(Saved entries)
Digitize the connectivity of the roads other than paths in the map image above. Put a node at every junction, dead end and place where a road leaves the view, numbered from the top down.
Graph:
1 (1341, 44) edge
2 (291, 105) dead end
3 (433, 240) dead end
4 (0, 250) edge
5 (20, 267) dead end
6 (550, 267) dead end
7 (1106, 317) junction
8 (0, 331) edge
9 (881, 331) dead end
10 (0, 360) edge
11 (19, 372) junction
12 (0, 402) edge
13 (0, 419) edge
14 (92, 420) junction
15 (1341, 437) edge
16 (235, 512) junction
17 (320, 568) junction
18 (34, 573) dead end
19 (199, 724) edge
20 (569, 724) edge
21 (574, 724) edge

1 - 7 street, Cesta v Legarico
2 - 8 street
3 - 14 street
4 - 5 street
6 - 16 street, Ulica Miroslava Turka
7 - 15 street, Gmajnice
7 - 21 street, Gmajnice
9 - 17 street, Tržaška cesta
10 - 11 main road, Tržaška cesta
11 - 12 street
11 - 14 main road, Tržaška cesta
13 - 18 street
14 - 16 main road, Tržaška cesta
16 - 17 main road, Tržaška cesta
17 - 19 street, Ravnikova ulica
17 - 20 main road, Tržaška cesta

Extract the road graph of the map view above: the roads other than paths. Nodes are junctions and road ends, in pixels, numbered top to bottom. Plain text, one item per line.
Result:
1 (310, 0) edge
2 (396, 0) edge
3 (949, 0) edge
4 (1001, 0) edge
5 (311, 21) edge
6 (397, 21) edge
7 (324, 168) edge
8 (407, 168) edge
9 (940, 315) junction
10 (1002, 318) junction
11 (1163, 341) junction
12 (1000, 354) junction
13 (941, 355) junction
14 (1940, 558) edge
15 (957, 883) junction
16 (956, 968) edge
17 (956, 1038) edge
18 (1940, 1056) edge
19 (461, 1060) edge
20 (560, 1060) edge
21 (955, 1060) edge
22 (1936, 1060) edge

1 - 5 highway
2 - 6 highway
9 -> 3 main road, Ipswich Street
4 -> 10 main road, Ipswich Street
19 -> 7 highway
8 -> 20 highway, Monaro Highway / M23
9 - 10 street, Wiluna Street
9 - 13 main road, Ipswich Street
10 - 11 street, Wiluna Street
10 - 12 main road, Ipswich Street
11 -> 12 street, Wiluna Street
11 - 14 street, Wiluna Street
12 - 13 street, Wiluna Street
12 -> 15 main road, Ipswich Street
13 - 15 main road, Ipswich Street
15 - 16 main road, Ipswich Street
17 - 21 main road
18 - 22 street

PROBLEM DESCRIPTION: Copy the records above, keeping every word the same.

OUTPUT BELOW:
Digitize the connectivity of the roads other than paths in the map image above. Put a node at every junction, dead end and place where a road leaves the view, numbered from the top down.
Graph:
1 (1341, 44) edge
2 (291, 105) dead end
3 (433, 240) dead end
4 (0, 250) edge
5 (20, 267) dead end
6 (550, 267) dead end
7 (1106, 317) junction
8 (0, 331) edge
9 (881, 331) dead end
10 (0, 360) edge
11 (19, 372) junction
12 (0, 402) edge
13 (0, 419) edge
14 (92, 420) junction
15 (1341, 437) edge
16 (235, 512) junction
17 (320, 568) junction
18 (34, 573) dead end
19 (199, 724) edge
20 (569, 724) edge
21 (574, 724) edge

1 - 7 street, Cesta v Legarico
2 - 8 street
3 - 14 street
4 - 5 street
6 - 16 street, Ulica Miroslava Turka
7 - 15 street, Gmajnice
7 - 21 street, Gmajnice
9 - 17 street, Tržaška cesta
10 - 11 main road, Tržaška cesta
11 - 12 street
11 - 14 main road, Tržaška cesta
13 - 18 street
14 - 16 main road, Tržaška cesta
16 - 17 main road, Tržaška cesta
17 - 19 street, Ravnikova ulica
17 - 20 main road, Tržaška cesta

Extract the road graph of the map view above: the roads other than paths. Nodes are junctions and road ends, in pixels, numbered top to bottom. Plain text, one item per line.
Result:
1 (310, 0) edge
2 (396, 0) edge
3 (949, 0) edge
4 (1001, 0) edge
5 (311, 21) edge
6 (397, 21) edge
7 (324, 168) edge
8 (407, 168) edge
9 (940, 315) junction
10 (1002, 318) junction
11 (1163, 341) junction
12 (1000, 354) junction
13 (941, 355) junction
14 (1940, 558) edge
15 (957, 883) junction
16 (956, 968) edge
17 (956, 1038) edge
18 (1940, 1056) edge
19 (461, 1060) edge
20 (560, 1060) edge
21 (955, 1060) edge
22 (1936, 1060) edge

1 - 5 highway
2 - 6 highway
9 -> 3 main road, Ipswich Street
4 -> 10 main road, Ipswich Street
19 -> 7 highway
8 -> 20 highway, Monaro Highway / M23
9 - 10 street, Wiluna Street
9 - 13 main road, Ipswich Street
10 - 11 street, Wiluna Street
10 - 12 main road, Ipswich Street
11 -> 12 street, Wiluna Street
11 - 14 street, Wiluna Street
12 - 13 street, Wiluna Street
12 -> 15 main road, Ipswich Street
13 - 15 main road, Ipswich Street
15 - 16 main road, Ipswich Street
17 - 21 main road
18 - 22 street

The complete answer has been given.